Que reste-t-il à prévoir pour parfaire ce statut ? Même si cela n'est pas renvoyé directement à un décret d'application dans les dispositions législatives du COJ précitées, il pourrait être utile de préciser comment sont désignés les assesseurs une fois qu'ils ont été agréés et choisis par le collège. On pourrait procéder à une désignation par ordonnance de roulement prise par le Premier président, comme pour l'affectation des magistrats professionnels dans les différentes fonctions juridictionnelles, puisque l'on sait qu'ils sont proposés à l'assemblée générale de la Cour d'appel. Les conditions d'impartialité exigées pourraient également être précisées, en prévoyant par exemple la non-éligibilité des fonctionnaires de la DAF puisque les assesseurs doivent jouir d'un statut de tiers par rapport aux parties potentielles. Des conditions de résidence pourraient aussi être prévues, de même que l'exigence d'une déclaration d'intérêts ou d'une présentation du bulletin n° 2 du casier judiciaire, comme pour les autres assesseurs non-professionnels.

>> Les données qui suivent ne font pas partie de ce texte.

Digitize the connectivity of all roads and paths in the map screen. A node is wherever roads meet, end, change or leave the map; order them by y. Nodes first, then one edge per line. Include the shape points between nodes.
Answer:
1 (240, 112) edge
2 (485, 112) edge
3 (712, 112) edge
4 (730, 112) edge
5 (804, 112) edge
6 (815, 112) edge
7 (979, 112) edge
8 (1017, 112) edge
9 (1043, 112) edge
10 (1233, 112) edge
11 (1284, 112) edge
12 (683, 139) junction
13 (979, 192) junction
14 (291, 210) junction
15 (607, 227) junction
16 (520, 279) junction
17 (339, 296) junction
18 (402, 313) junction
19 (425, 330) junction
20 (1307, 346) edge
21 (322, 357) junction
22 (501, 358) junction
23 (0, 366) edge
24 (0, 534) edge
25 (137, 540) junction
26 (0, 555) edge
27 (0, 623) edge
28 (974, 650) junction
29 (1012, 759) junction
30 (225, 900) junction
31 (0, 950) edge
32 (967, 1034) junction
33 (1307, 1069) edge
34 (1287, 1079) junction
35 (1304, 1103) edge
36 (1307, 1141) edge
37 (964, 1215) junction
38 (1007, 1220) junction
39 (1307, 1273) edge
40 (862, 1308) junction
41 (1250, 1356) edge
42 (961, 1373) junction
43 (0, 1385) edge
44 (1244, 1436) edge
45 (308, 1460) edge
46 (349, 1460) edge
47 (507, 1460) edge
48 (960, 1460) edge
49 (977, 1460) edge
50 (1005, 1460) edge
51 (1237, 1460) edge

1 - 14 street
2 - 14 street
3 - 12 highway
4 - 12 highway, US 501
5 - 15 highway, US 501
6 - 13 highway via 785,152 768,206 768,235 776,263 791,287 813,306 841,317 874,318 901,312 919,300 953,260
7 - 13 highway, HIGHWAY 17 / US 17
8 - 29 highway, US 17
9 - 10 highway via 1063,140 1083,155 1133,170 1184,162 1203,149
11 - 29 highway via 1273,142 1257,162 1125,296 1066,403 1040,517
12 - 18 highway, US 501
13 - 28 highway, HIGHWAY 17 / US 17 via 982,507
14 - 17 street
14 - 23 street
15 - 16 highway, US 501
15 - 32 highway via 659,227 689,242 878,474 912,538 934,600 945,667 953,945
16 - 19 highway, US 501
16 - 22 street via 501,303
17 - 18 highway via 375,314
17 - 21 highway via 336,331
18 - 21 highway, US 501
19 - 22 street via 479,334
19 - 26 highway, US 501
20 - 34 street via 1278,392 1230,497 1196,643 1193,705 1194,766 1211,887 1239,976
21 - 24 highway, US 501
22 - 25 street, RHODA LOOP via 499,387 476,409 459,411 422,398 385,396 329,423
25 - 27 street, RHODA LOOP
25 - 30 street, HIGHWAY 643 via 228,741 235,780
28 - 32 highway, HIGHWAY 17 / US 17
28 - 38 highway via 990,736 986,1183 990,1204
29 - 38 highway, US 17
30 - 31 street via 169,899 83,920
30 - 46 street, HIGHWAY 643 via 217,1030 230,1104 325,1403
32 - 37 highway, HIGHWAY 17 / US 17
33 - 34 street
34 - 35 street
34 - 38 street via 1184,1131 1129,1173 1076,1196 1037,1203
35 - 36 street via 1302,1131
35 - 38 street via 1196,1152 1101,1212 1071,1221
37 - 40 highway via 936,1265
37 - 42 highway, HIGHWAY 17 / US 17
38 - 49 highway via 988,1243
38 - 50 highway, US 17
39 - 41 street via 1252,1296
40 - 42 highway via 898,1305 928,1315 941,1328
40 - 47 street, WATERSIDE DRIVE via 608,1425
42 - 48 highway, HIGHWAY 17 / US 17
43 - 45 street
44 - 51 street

La procédure de sélection pourrait aussi être précisée pour définir le contenu du dossier de candidature. Toutes ces précisions pourraient être utiles, même s'il faut reconnaître que le statut défini par les dispositions législatives est déjà assez fourni.

Les assesseurs siègent dans la formation de jugement. Rien de plus n'est précisé pour le moment. Le COJ mentionne simplement quelques modalités de l'exercice de la fonction : l'obligation de prêter serment, l'obligation de rester en fonction jusqu'à l'installation des successeurs mais pour une durée maximale de quatre mois, le fait qu'ils sont réputés démissionnaires en cas de refus de service, des causes de déchéance, des peines en cas de manquement aux devoirs de la fonction, une procédure de suspension. Ce sont également des éléments classiques du statut des assesseurs non-professionnels. Par ailleurs, l'article L. 552-9-7 du COJ prévoit une disposition nécessaire au regard du droit du travail : les employeurs sont tenus d'accorder à leurs salariés assesseurs au tribunal foncier les autorisations d'absence nécessaires pour qu'ils puissent siéger. Il pourrait être précisé les conditions dans lesquelles ces absences pourront être indemnisées. En matière de récusation, il n'y a pas de dispositions spécifiques pour les assesseurs du tribunal foncier. Les dispositions générales du COJ s'appliquent (articles L. 111-6 à L. 111-8).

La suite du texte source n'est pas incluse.